Sagittarius is ruled by expansive planet Jupiter. The mythological figures of Jupiter (Zeus) and his wife Juno (Hera) preside over the sign in an archetypal complex with Dionysus whos own mother, Semele (meaning: she knows), was burned to bits by Hera who appeared to Semele in her full radiance which is blinding at the least (nod to the Tiresias myth) and downright scorching—the astrological Juno symbol is sort of an asterisk on a stick pointing to her radiating in all directions. Semele was pregant with Dionysus at the time, I should add, and Zeus/Jupiter rescued the fetus and sowed it up inside his thigh from whence he was ultimately born. Dionysus is called the twice born, and the thigh is the body part associated with the sign of Sagittarius. Crazy how it all fits together, right? Well what is interesting about Dionysus is that he becomes the only son of Zeus whom that chief god doesn’t fear usurping him; in fact, one senses, he would condone and champion that succession, unlike that of other sons like Mars/Ares, Apollo, Hermes/Mercury (who remains his adolescent messenger) or Vulcan/Hephaestus, whom he made lame.
Dionysus is a culture god (of wine) forever trailed by a company, a retinue, of party animals (some are actually animals). He is Nature personifed as male, you see, something that was unusual in the late-breaking pantheon into which he was introduced as the thirteenth god of Olympus where there are only twelve thrones—Hestia, goddess of the hearth, abdicated hers in his favor, and of her own volition, open seeing him for the first time. Nature as male. The combination of the man-made world of culture and the natural world which, for the most part, has been mainly represented by female. This blending of opposites—it mirrors the Tierisias myth, Tierisias having lived at various time as male and female. The whole of the human race, with its ideas and dominant spirit, rings of a male, conquering energy; while nature remains Mother, female.

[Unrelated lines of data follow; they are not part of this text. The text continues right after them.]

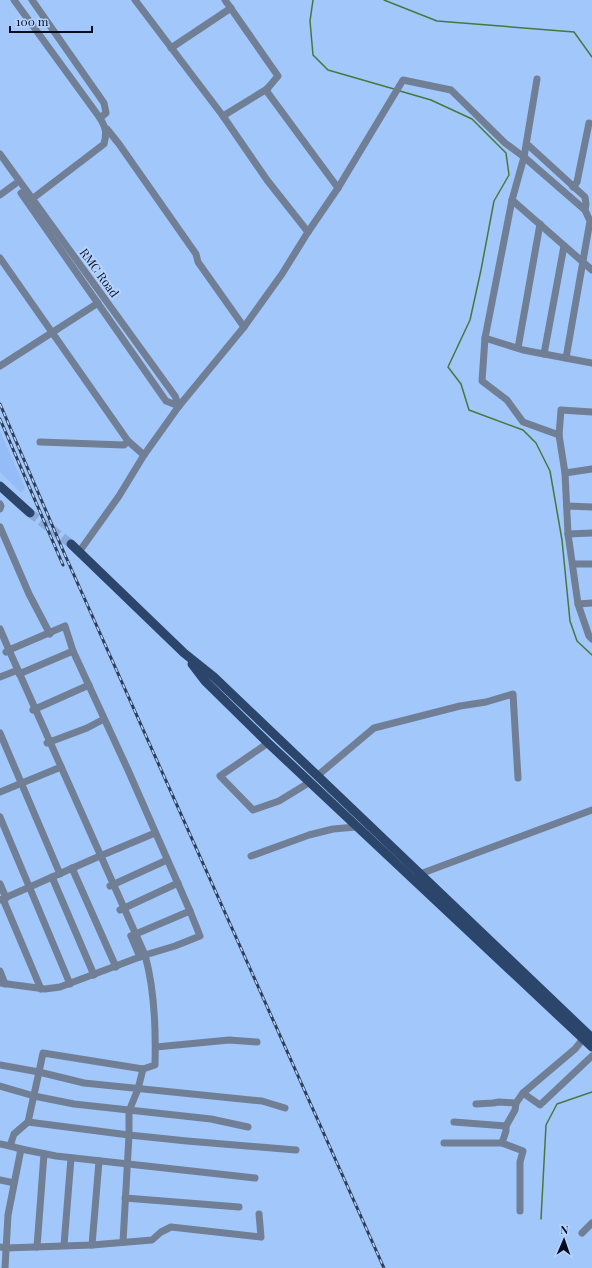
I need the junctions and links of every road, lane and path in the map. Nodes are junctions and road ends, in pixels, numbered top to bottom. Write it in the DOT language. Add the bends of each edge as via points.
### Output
graph roads {
  1 [pos="14,0"];
  2 [pos="32,0"];
  3 [pos="135,0"];
  4 [pos="225,0"];
  5 [pos="231,8"];
  6 [pos="171,48"];
  7 [pos="536,79"];
  8 [pos="267,89"];
  9 [pos="223,116"];
  10 [pos="100,118"];
  11 [pos="589,123"];
  12 [pos="104,125"];
  13 [pos="527,144"];
  14 [pos="0,154"];
  15 [pos="524,157"];
  16 [pos="0,162"];
  17 [pos="15,184"];
  18 [pos="574,187"];
  19 [pos="338,188"];
  20 [pos="0,195"];
  21 [pos="32,199"];
  22 [pos="512,200"];
  23 [pos="584,210"];
  24 [pos="540,224"];
  25 [pos="308,232"];
  26 [pos="564,246"];
  27 [pos="0,258"];
  28 [pos="582,262"];
  29 [pos="592,270"];
  30 [pos="98,303"];
  31 [pos="244,327"];
  32 [pos="52,332"];
  33 [pos="485,338"];
  34 [pos="518,348"];
  35 [pos="544,354"];
  36 [pos="566,358"];
  37 [pos="592,363"];
  38 [pos="0,366"];
  39 [pos="179,406"];
  40 [pos="592,412"];
  41 [pos="559,435"];
  42 [pos="40,442"];
  43 [pos="128,442"];
  44 [pos="144,455"];
  45 [pos="592,469"];
  46 [pos="565,473"];
  47 [pos="0,486"];
  48 [pos="0,504"];
  49 [pos="567,506"];
  50 [pos="592,507"];
  51 [pos="0,509"];
  52 [pos="30,513"];
  53 [pos="0,527"];
  54 [pos="592,533"];
  55 [pos="568,534"];
  56 [pos="71,544"];
  57 [pos="79,552"];
  58 [pos="573,564"];
  59 [pos="592,564"];
  60 [pos="578,604"];
  61 [pos="592,604"];
  62 [pos="0,629"];
  63 [pos="50,634"];
  64 [pos="0,638"];
  65 [pos="592,640"];
  66 [pos="8,651"];
  67 [pos="73,651"];
  68 [pos="184,653"];
  69 [pos="17,672"];
  70 [pos="0,678"];
  71 [pos="89,685"];
  72 [pos="34,710"];
  73 [pos="104,719"];
  74 [pos="0,733"];
  75 [pos="49,743"];
  76 [pos="268,743"];
  77 [pos="59,768"];
  78 [pos="314,773"];
  79 [pos="518,778"];
  80 [pos="306,779"];
  81 [pos="21,783"];
  82 [pos="0,792"];
  83 [pos="592,810"];
  84 [pos="0,817"];
  85 [pos="356,827"];
  86 [pos="156,833"];
  87 [pos="251,856"];
  88 [pos="100,858"];
  89 [pos="167,860"];
  90 [pos="73,870"];
  91 [pos="60,874"];
  92 [pos="417,878"];
  93 [pos="53,879"];
  94 [pos="178,883"];
  95 [pos="0,884"];
  96 [pos="111,885"];
  97 [pos="30,889"];
  98 [pos="3,900"];
  99 [pos="121,909"];
  100 [pos="190,911"];
  101 [pos="133,935"];
  102 [pos="143,956"];
  103 [pos="116,967"];
  104 [pos="0,971"];
  105 [pos="94,976"];
  106 [pos="2,983"];
  107 [pos="70,984"];
  108 [pos="41,989"];
  109 [pos="588,1039"];
  110 [pos="258,1042"];
  111 [pos="156,1047"];
  112 [pos="592,1047"];
  113 [pos="592,1056"];
  114 [pos="0,1065"];
  115 [pos="143,1069"];
  116 [pos="39,1072"];
  117 [pos="0,1086"];
  118 [pos="138,1089"];
  119 [pos="523,1093"];
  120 [pos="34,1096"];
  121 [pos="516,1103"];
  122 [pos="476,1104"];
  123 [pos="285,1108"];
  124 [pos="129,1111"];
  125 [pos="28,1122"];
  126 [pos="454,1122"];
  127 [pos="506,1126"];
  128 [pos="248,1127"];
  129 [pos="129,1135"];
  130 [pos="444,1143"];
  131 [pos="502,1143"];
  132 [pos="0,1144"];
  133 [pos="10,1146"];
  134 [pos="21,1148"];
  135 [pos="296,1150"];
  136 [pos="44,1154"];
  137 [pos="71,1158"];
  138 [pos="99,1161"];
  139 [pos="128,1165"];
  140 [pos="255,1178"];
  141 [pos="0,1180"];
  142 [pos="14,1183"];
  143 [pos="125,1198"];
  144 [pos="239,1207"];
  145 [pos="520,1211"];
  146 [pos="4,1214"];
  147 [pos="259,1214"];
  148 [pos="592,1224"];
  149 [pos="582,1233"];
  150 [pos="123,1242"];
  151 [pos="64,1245"];
  152 [pos="92,1245"];
  153 [pos="37,1247"];
  154 [pos="3,1248"];
  155 [pos="5,1268"];
  1 -- 10 [label="street"];
  2 -- 10 [label="street" via="104,103 106,113"];
  3 -- 6 [label="street"];
  4 -- 5 [label="street"];
  5 -- 6 [label="street"];
  5 -- 8 [label="street" via="278,76"];
  6 -- 9 [label="street"];
  7 -- 13 [label="street"];
  8 -- 9 [label="street"];
  8 -- 19 [label="street"];
  9 -- 25 [label="street" via="267,180"];
  10 -- 12 [label="street"];
  11 -- 18 [label="street"];
  12 -- 21 [label="street" via="107,135 104,144"];
  12 -- 31 [label="street" via="196,254 198,262"];
  13 -- 15 [label="street"];
  13 -- 18 [label="street"];
  14 -- 21 [label="street, RMC Road"];
  15 -- 19 [label="street" via="505,143 451,90 403,80"];
  15 -- 22 [label="street"];
  15 -- 23 [label="street"];
  16 -- 17 [label="street, RMC Road"];
  17 -- 20 [label="street"];
  17 -- 30 [label="street, RMC Road"];
  18 -- 23 [label="street" via="584,197"];
  19 -- 25 [label="street"];
  21 -- 39 [label="street, RMC Road" via="176,396"];
  22 -- 24 [label="street"];
  22 -- 33 [label="street"];
  23 -- 28 [label="street" via="590,221"];
  24 -- 26 [label="street"];
  24 -- 34 [label="street"];
  25 -- 31 [label="street"];
  26 -- 28 [label="street"];
  26 -- 35 [label="street"];
  27 -- 32 [label="street"];
  28 -- 29 [label="street"];
  28 -- 36 [label="street"];
  30 -- 32 [label="street"];
  30 -- 39 [label="street, RMC Road" via="166,401"];
  31 -- 39 [label="street"];
  32 -- 38 [label="street"];
  32 -- 43 [label="street"];
  33 -- 34 [label="street"];
  33 -- 41 [label="street" via="482,381 507,400 523,422"];
  34 -- 35 [label="street"];
  35 -- 36 [label="street"];
  36 -- 37 [label="street"];
  39 -- 44 [label="street"];
  40 -- 41 [label="street" via="561,410"];
  41 -- 46 [label="street"];
  42 -- 43 [label="street" via="124,445"];
  43 -- 44 [label="street"];
  44 -- 57 [label="street" via="119,496"];
  45 -- 46 [label="street"];
  46 -- 49 [label="street"];
  47 -- 52 [label="main road"];
  48 -- 51 [label="street"];
  49 -- 50 [label="street"];
  49 -- 55 [label="street"];
  53 -- 63 [label="street" via="29,594"];
  54 -- 55 [label="street"];
  55 -- 58 [label="street"];
  56 -- 57 [label="main road"];
  57 -- 68 [label="main road"];
  58 -- 59 [label="street"];
  58 -- 60 [label="street"];
  60 -- 61 [label="street"];
  60 -- 65 [label="street"];
  62 -- 66 [label="street"];
  63 -- 66 [label="street"];
  63 -- 67 [label="street" via="65,626"];
  64 -- 66 [label="street"];
  66 -- 69 [label="street"];
  67 -- 69 [label="street"];
  67 -- 71 [label="street"];
  68 -- 76 [label="main road" via="205,681"];
  68 -- 78 [label="main road" via="214,677"];
  69 -- 70 [label="street"];
  69 -- 72 [label="street"];
  71 -- 72 [label="street"];
  71 -- 73 [label="street"];
  72 -- 75 [label="street"];
  73 -- 75 [label="street"];
  73 -- 86 [label="street"];
  74 -- 81 [label="street"];
  75 -- 77 [label="street"];
  76 -- 80 [label="main road"];
  76 -- 80 [label="street" via="220,776 253,810 279,801"];
  77 -- 81 [label="street"];
  77 -- 88 [label="street"];
  78 -- 79 [label="street" via="374,728 513,694"];
  78 -- 80 [label="main road"];
  78 -- 92 [label="main road"];
  80 -- 85 [label="main road"];
  81 -- 82 [label="street"];
  81 -- 91 [label="street"];
  83 -- 92 [label="street"];
  84 -- 97 [label="street"];
  85 -- 87 [label="street" via="309,835"];
  85 -- 92 [label="main road"];
  86 -- 88 [label="street"];
  86 -- 89 [label="street"];
  88 -- 90 [label="street"];
  88 -- 96 [label="street"];
  89 -- 94 [label="street"];
  89 -- 96 [label="street"];
  90 -- 91 [label="street"];
  90 -- 93 [label="street"];
  90 -- 103 [label="street"];
  91 -- 93 [label="street"];
  92 -- 109 [label="main road"];
  93 -- 97 [label="street"];
  93 -- 105 [label="street"];
  94 -- 99 [label="street"];
  94 -- 100 [label="street"];
  95 -- 98 [label="street"];
  96 -- 99 [label="street"];
  97 -- 98 [label="street"];
  97 -- 107 [label="street"];
  98 -- 108 [label="street"];
  99 -- 101 [label="street"];
  100 -- 101 [label="street"];
  100 -- 102 [label="street" via="200,936"];
  101 -- 102 [label="street"];
  102 -- 103 [label="street"];
  102 -- 111 [label="street" via="150,973"];
  103 -- 105 [label="street"];
  104 -- 106 [label="street"];
  105 -- 107 [label="street"];
  106 -- 108 [label="street"];
  107 -- 108 [label="street"];
  109 -- 112 [label="main road"];
  109 -- 119 [label="street"];
  110 -- 111 [label="street" via="229,1040"];
  111 -- 115 [label="street" via="155,1066"];
  113 -- 119 [label="street" via="540,1106"];
  114 -- 116 [label="street"];
  115 -- 116 [label="street" via="42,1052"];
  115 -- 118 [label="street"];
  116 -- 118 [label="street" via="84,1083"];
  116 -- 120 [label="street"];
  117 -- 120 [label="street"];
  118 -- 123 [label="street" via="262,1101"];
  118 -- 124 [label="street"];
  119 -- 121 [label="street"];
  120 -- 124 [label="street"];
  120 -- 125 [label="street"];
  121 -- 122 [label="street"];
  121 -- 127 [label="street"];
  124 -- 128 [label="street" via="211,1119"];
  124 -- 129 [label="street"];
  125 -- 129 [label="street"];
  125 -- 133 [label="street" via="14,1134"];
  126 -- 127 [label="street"];
  127 -- 131 [label="street"];
  129 -- 135 [label="street"];
  129 -- 139 [label="street"];
  130 -- 131 [label="street"];
  131 -- 145 [label="street" via="523,1151 520,1162"];
  132 -- 133 [label="street"];
  133 -- 134 [label="street"];
  134 -- 136 [label="street"];
  134 -- 142 [label="street"];
  136 -- 137 [label="street"];
  136 -- 153 [label="street"];
  137 -- 138 [label="street"];
  137 -- 151 [label="street"];
  138 -- 139 [label="street"];
  138 -- 152 [label="street"];
  139 -- 140 [label="street"];
  139 -- 143 [label="street"];
  141 -- 142 [label="street"];
  142 -- 146 [label="street"];
  143 -- 144 [label="street"];
  143 -- 150 [label="street"];
  146 -- 154 [label="street"];
  147 -- 150 [label="street" via="261,1237 172,1227 152,1240"];
  148 -- 149 [label="street"];
  150 -- 152 [label="street"];
  151 -- 152 [label="street"];
  151 -- 153 [label="street"];
  153 -- 154 [label="street"];
  154 -- 155 [label="street"];
}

And in this image we see the one principle returning to be renewed by the latter, like a goddess taking a literally rejuvenating bath in ritual of eternal youth.
The biggest mama in mythology is Gaia, (embodied by the Earth), who is married to Uranus, the universe (though of course he is namesake of a planet which is nonetheless associated with universality). We see reflected in the watery see, the vast sky and universe of galactic space which, too, is Gaia. Starting with the Milky Way, a nod to the nourishment afforded us by the mother in space. So what is the point of all this? As above so below. The way we view the mother source as an ocean, is the same way we shall come to view the great sea of space for one is mirrored in the other. The infinite breadth of subject source and divine mother love will continue to envelop us no matter how far our objective minds take us. We will always be withinside her realm. And she knows. She knows.